• _Information shown_

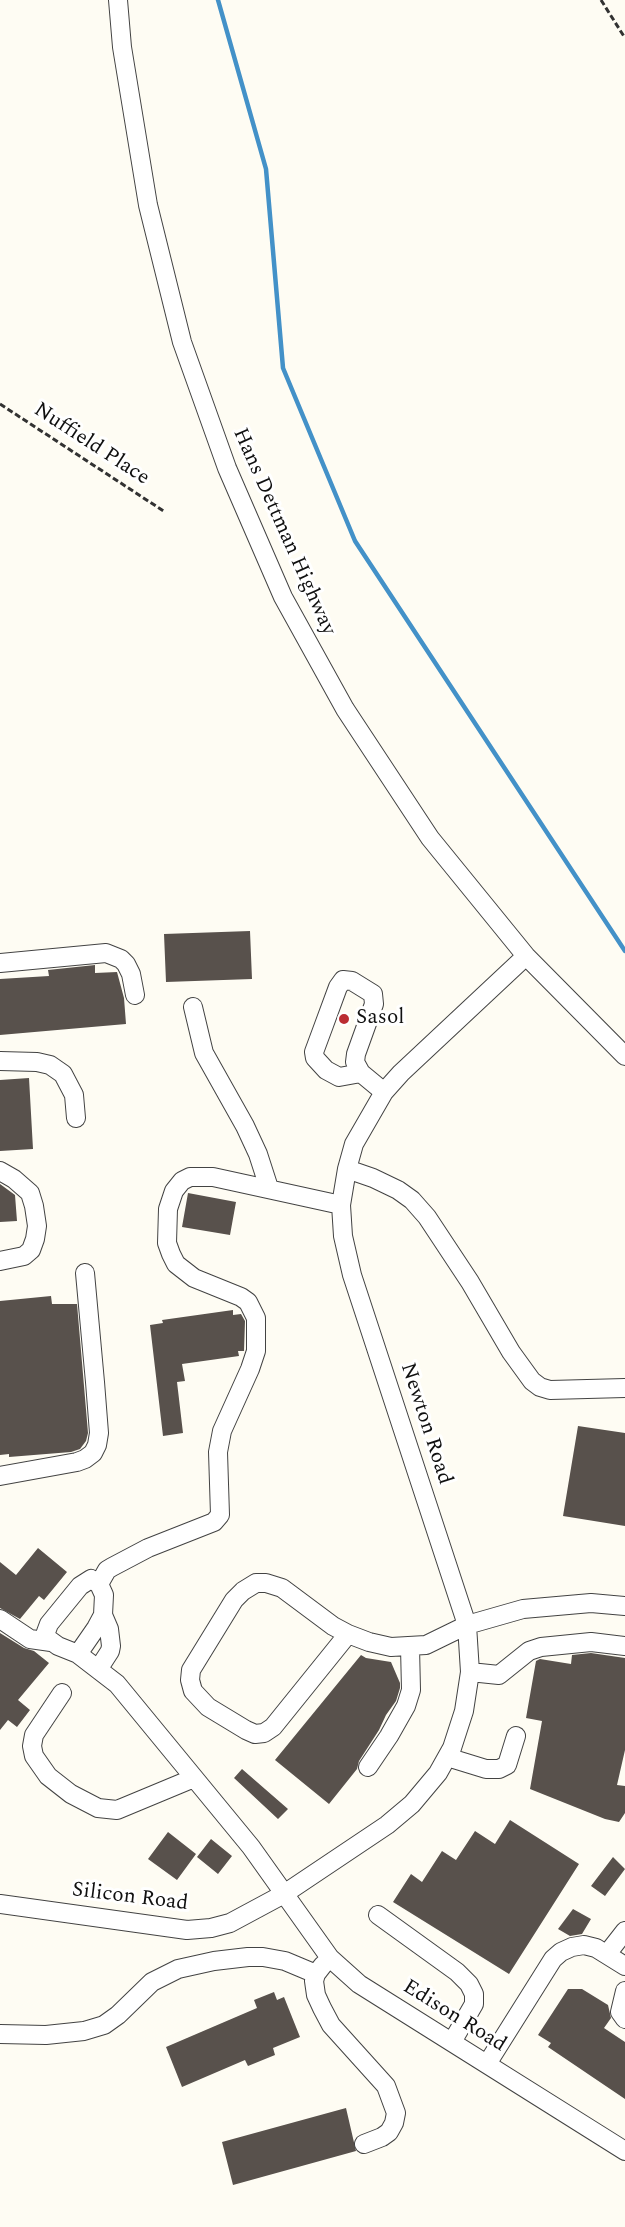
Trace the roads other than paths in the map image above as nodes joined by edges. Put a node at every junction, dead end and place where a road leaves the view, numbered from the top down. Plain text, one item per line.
1 (118, 0) edge
2 (526, 956) junction
3 (0, 963) edge
4 (135, 995) dead end
5 (193, 1007) dead end
6 (625, 1056) edge
7 (0, 1061) edge
8 (361, 1072) junction
9 (384, 1092) junction
10 (76, 1118) dead end
11 (347, 1169) junction
12 (0, 1171) edge
13 (269, 1188) junction
14 (341, 1205) junction
15 (0, 1261) edge
16 (85, 1273) dead end
17 (625, 1388) edge
18 (0, 1476) edge
19 (99, 1584) junction
20 (625, 1606) edge
21 (103, 1615) junction
22 (0, 1619) edge
23 (467, 1625) junction
24 (348, 1634) junction
25 (51, 1642) junction
26 (625, 1646) edge
27 (410, 1647) junction
28 (78, 1654) junction
29 (99, 1668) junction
30 (470, 1672) junction
31 (62, 1693) dead end
32 (516, 1736) dead end
33 (447, 1757) junction
34 (368, 1767) dead end
35 (194, 1778) junction
36 (284, 1894) junction
37 (0, 1904) edge
38 (378, 1915) dead end
39 (625, 1931) edge
40 (607, 1954) junction
41 (330, 1958) junction
42 (625, 1966) edge
43 (316, 1974) junction
44 (625, 1991) edge
45 (625, 2019) edge
46 (0, 2034) edge
47 (452, 2042) junction
48 (487, 2064) junction
49 (364, 2144) dead end
50 (625, 2151) edge

1 - 2 street, Hans Dettman Highway
2 - 6 street, Hans Dettman Highway
2 - 9 street, Newton Road
3 - 4 street
5 - 13 street
7 - 10 street
8 - 8 street
8 - 9 street
9 - 11 street, Newton Road
11 - 14 street, Newton Road
11 - 17 street
12 - 15 street
13 - 14 street
13 - 19 street
14 - 23 street, Newton Road
16 - 18 street
19 - 21 street
19 - 25 street
20 - 23 street
21 - 28 street
21 - 29 street
22 - 25 street, Edison Road
23 - 27 street
23 - 30 street, Newton Road
24 - 24 street
24 - 27 street
25 - 28 street, Edison Road
26 - 30 street
27 - 34 street
28 - 29 street, Edison Road
29 - 35 street, Edison Road
30 - 33 street, Newton Road
31 - 35 street
32 - 33 street
33 - 36 street, Newton Road
35 - 36 street, Edison Road
36 - 37 street, Silicon Road
36 - 41 street, Edison Road
38 - 47 street
39 - 40 street
40 - 42 street
40 - 48 street
41 - 43 street
41 - 47 street, Edison Road
43 - 46 street
43 - 49 street
44 - 45 street
47 - 48 street, Edison Road
48 - 50 street, Edison Road

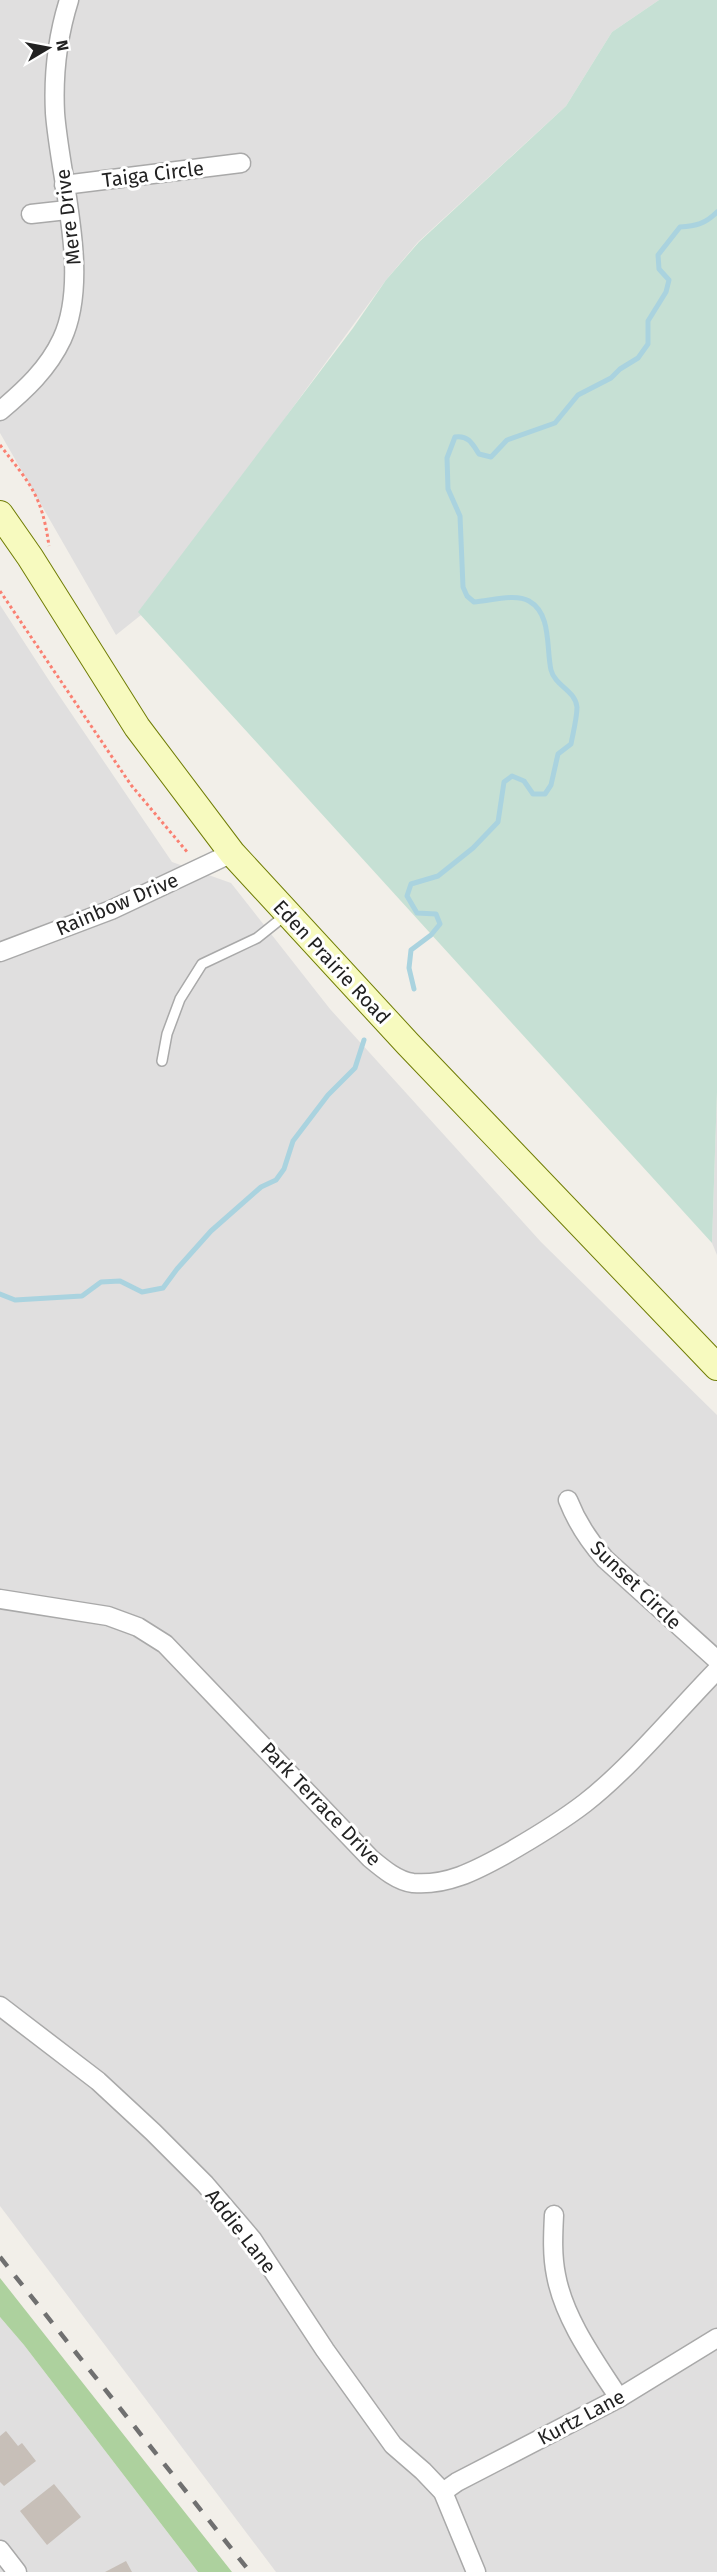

• _Your objective_
Output the lines above in full and exactly. Leave out every picture.

• _Reply_
Trace the roads other than paths in the map image above as nodes joined by edges. Put a node at every junction, dead end and place where a road leaves the view, numbered from the top down. Plain text, one item per line.
1 (118, 0) edge
2 (526, 956) junction
3 (0, 963) edge
4 (135, 995) dead end
5 (193, 1007) dead end
6 (625, 1056) edge
7 (0, 1061) edge
8 (361, 1072) junction
9 (384, 1092) junction
10 (76, 1118) dead end
11 (347, 1169) junction
12 (0, 1171) edge
13 (269, 1188) junction
14 (341, 1205) junction
15 (0, 1261) edge
16 (85, 1273) dead end
17 (625, 1388) edge
18 (0, 1476) edge
19 (99, 1584) junction
20 (625, 1606) edge
21 (103, 1615) junction
22 (0, 1619) edge
23 (467, 1625) junction
24 (348, 1634) junction
25 (51, 1642) junction
26 (625, 1646) edge
27 (410, 1647) junction
28 (78, 1654) junction
29 (99, 1668) junction
30 (470, 1672) junction
31 (62, 1693) dead end
32 (516, 1736) dead end
33 (447, 1757) junction
34 (368, 1767) dead end
35 (194, 1778) junction
36 (284, 1894) junction
37 (0, 1904) edge
38 (378, 1915) dead end
39 (625, 1931) edge
40 (607, 1954) junction
41 (330, 1958) junction
42 (625, 1966) edge
43 (316, 1974) junction
44 (625, 1991) edge
45 (625, 2019) edge
46 (0, 2034) edge
47 (452, 2042) junction
48 (487, 2064) junction
49 (364, 2144) dead end
50 (625, 2151) edge

1 - 2 street, Hans Dettman Highway
2 - 6 street, Hans Dettman Highway
2 - 9 street, Newton Road
3 - 4 street
5 - 13 street
7 - 10 street
8 - 8 street
8 - 9 street
9 - 11 street, Newton Road
11 - 14 street, Newton Road
11 - 17 street
12 - 15 street
13 - 14 street
13 - 19 street
14 - 23 street, Newton Road
16 - 18 street
19 - 21 street
19 - 25 street
20 - 23 street
21 - 28 street
21 - 29 street
22 - 25 street, Edison Road
23 - 27 street
23 - 30 street, Newton Road
24 - 24 street
24 - 27 street
25 - 28 street, Edison Road
26 - 30 street
27 - 34 street
28 - 29 street, Edison Road
29 - 35 street, Edison Road
30 - 33 street, Newton Road
31 - 35 street
32 - 33 street
33 - 36 street, Newton Road
35 - 36 street, Edison Road
36 - 37 street, Silicon Road
36 - 41 street, Edison Road
38 - 47 street
39 - 40 street
40 - 42 street
40 - 48 street
41 - 43 street
41 - 47 street, Edison Road
43 - 46 street
43 - 49 street
44 - 45 street
47 - 48 street, Edison Road
48 - 50 street, Edison Road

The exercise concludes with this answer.